It starts with our size and scale and know-how. The fact that we can quickly bring things to an enormous scale, brings the cost down, to improve the technology, I think that’s a huge advantage. Our modular Ultium platform, which I was involved in planning back in 2017, can be used for a wide range of vehicles. It can adapt to different battery formats and chemistries. It can really be the foundational element for several generations of General Motors vehicles. We are actually building the vehicle around the platform, around the battery, instead of trying to shove a battery into an existing vehicle architecture. I would add that we think we’re the best in the business at generating efficiency throughout the supply chain. Taking what we’ve done in optimizing the supply chain over the last hundred years of ICE development, bringing that level of knowledge, that level of rigor, the level of process to the lithium-ion battery space. It’s still very much what I call a cost-plus industry and not optimized. But we have the experience to handle that.
Your Silverado is a genuine e-truck.
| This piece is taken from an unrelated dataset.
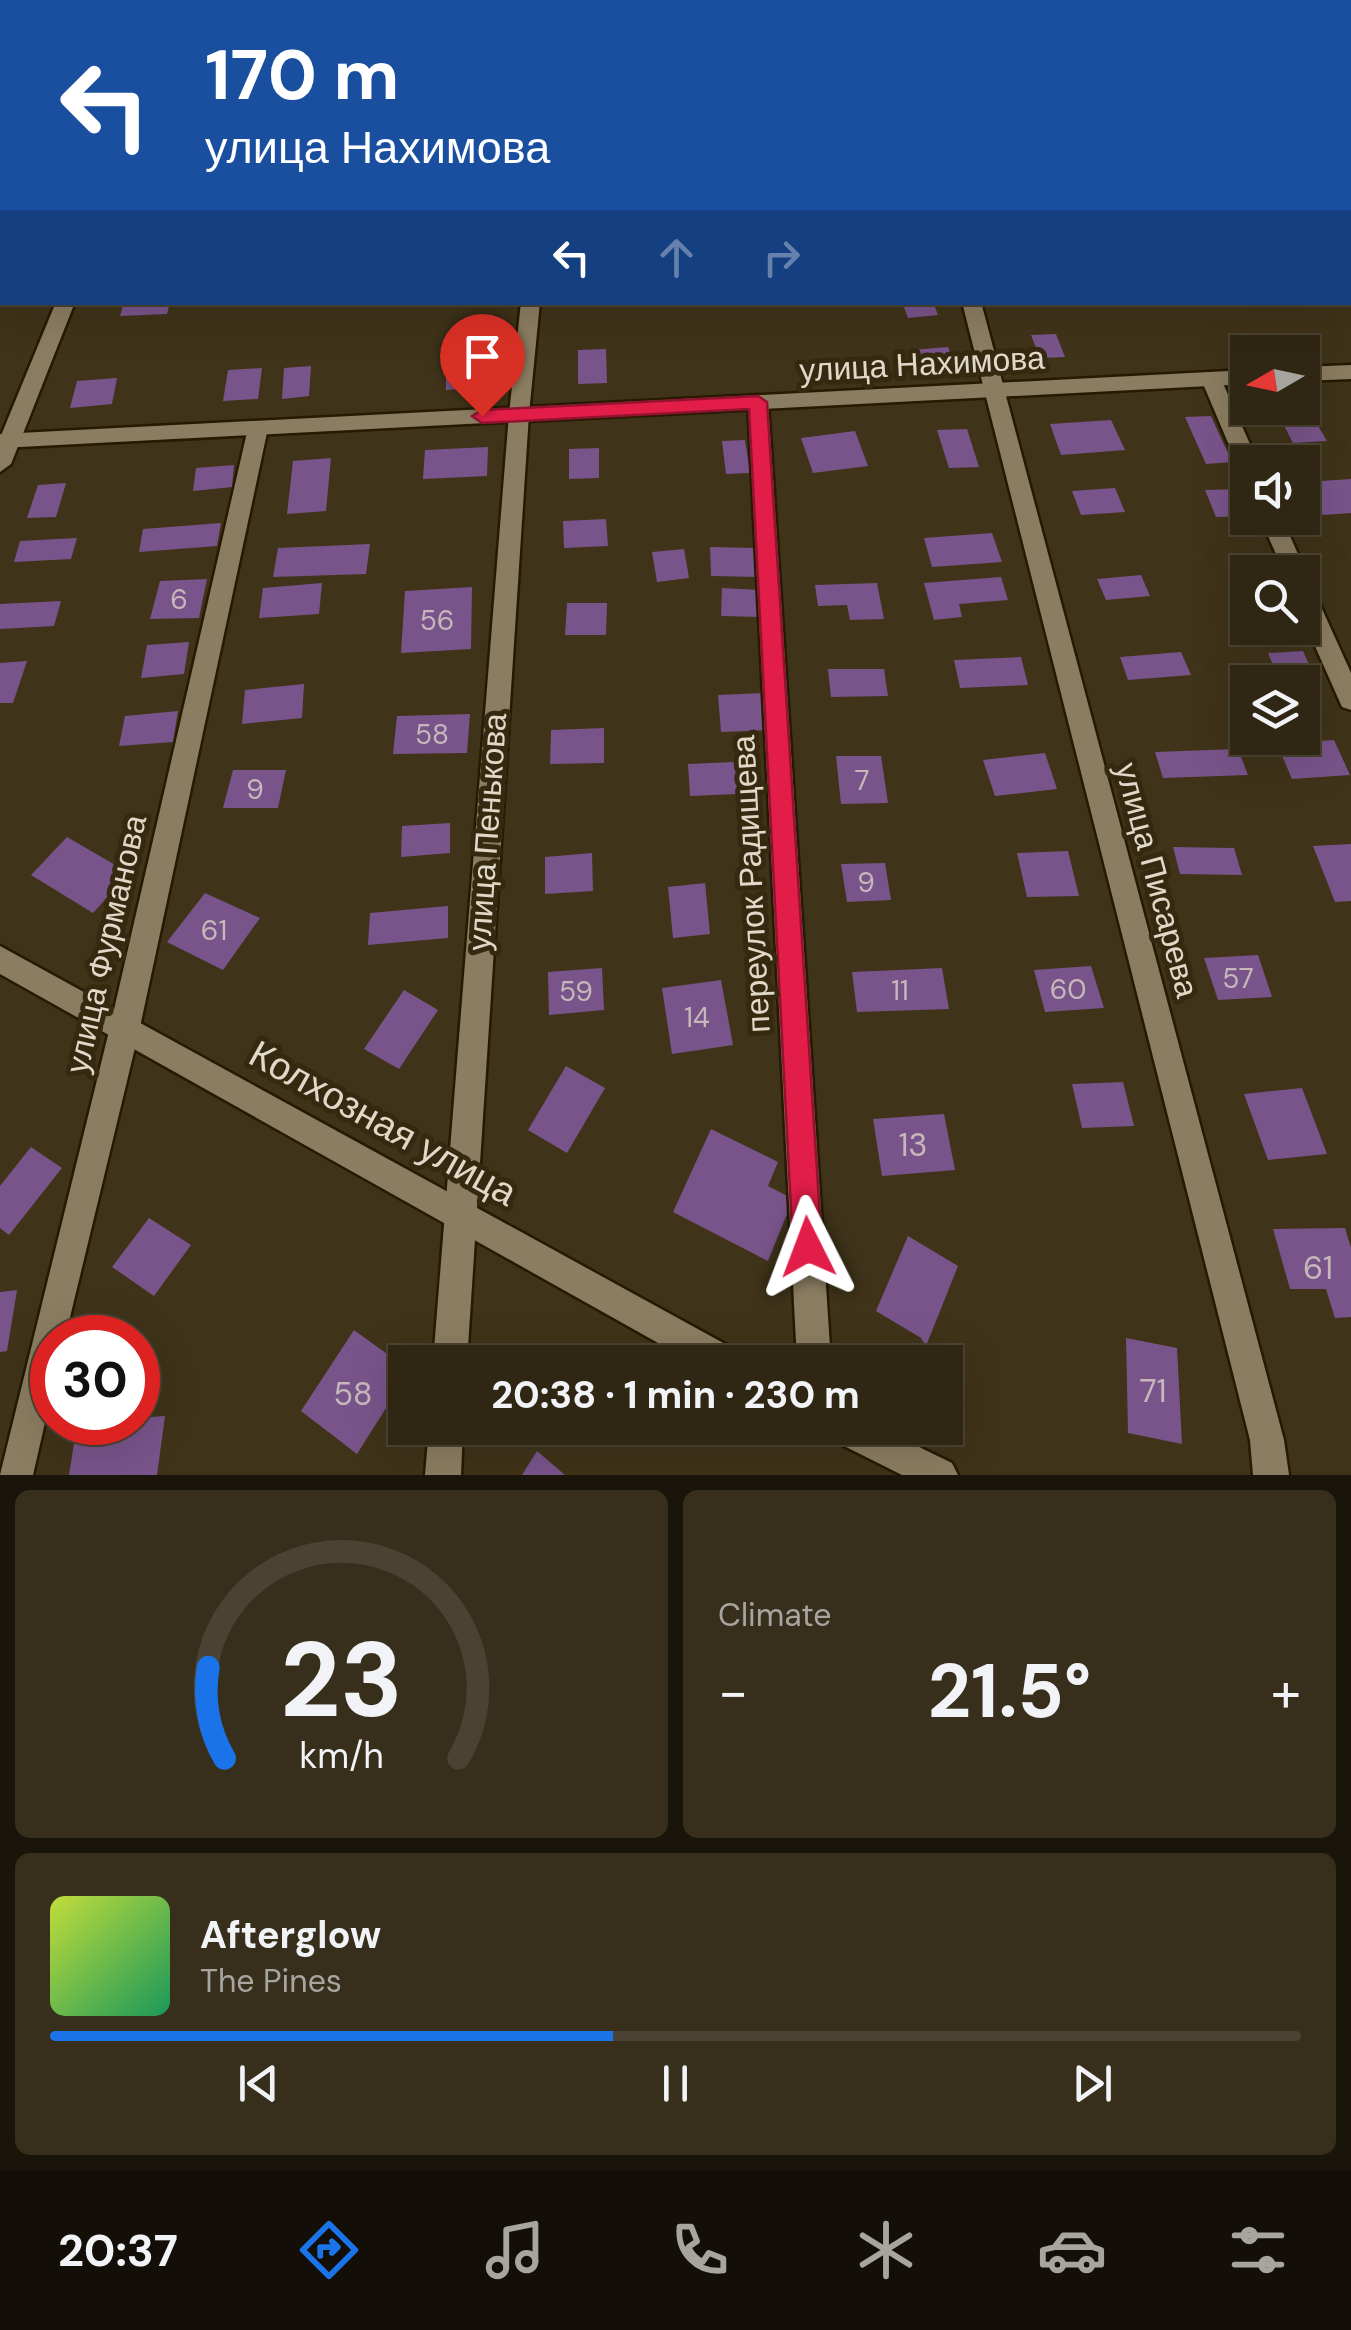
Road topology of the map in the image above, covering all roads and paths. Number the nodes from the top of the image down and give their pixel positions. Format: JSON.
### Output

How do you ensure sufficient range for a vehicle that’s often used for towing trailers or transporting heavy loads?
Well, we’re designing it not only for 300 miles, but with a 400 miles range in mind to address some of those concerns. We know there are some challenges when you’re towing, and some challenges with temperature variation. We are trying to address all of those with the technology we are putting in the truck. We’re still figuring out, especially for the American consumer, what their kind of crossover point is. I think everyone feels that 300 miles will get most people into an electric vehicle. But there are certain people, in Wyoming or Montana or elsewhere, who say man, I really need 400. But we are committed to the transformation, we think the battery cost curve is coming down. We think the battery technology is getting to a place where we can effectively offer those types of products. I should also say it’s not just about battery chemistry. We are taking an overall vehicle approach. How can we efficiently heat and cool the cabin, things like this. There are many important factors in the overall equation of the range capabilities of the vehicle.
In North America, temperature extremes are much greater than in Central Europe. What are the solutions for reducing negative impacts on range – e.g. through air conditioning and heating?
Certainly, heating is almost a bit of a forgotten area. But we’re focusing on it from a research perspective, whether it’s conductive surfaces like conductive door panels, armrests, or dashboards. I’m not saying this is technology that’s coming out tomorrow in vehicles. But you just have to look at it as a whole system. And how are we doing this? In an internal combustion engine, you’re generating a lot of waste heat that can be used. So now we’re just beginning to explore the capabilities of BEVs and how those all work. Preconditioning is going to play a large part. You know, you’re plugged into an energy source. And when you’re charging, that can be used to precondition the cabin and the battery, you can program when you leave in the morning. I think it’s going to be a key technology, particularly in colder climates. We see in Norway that people in colder climates can adapt to EVs. So you just have to figure out what it is for the American consumer that will cause them to do that. Extreme temperatures are something that a lot of research is going into how to handle that.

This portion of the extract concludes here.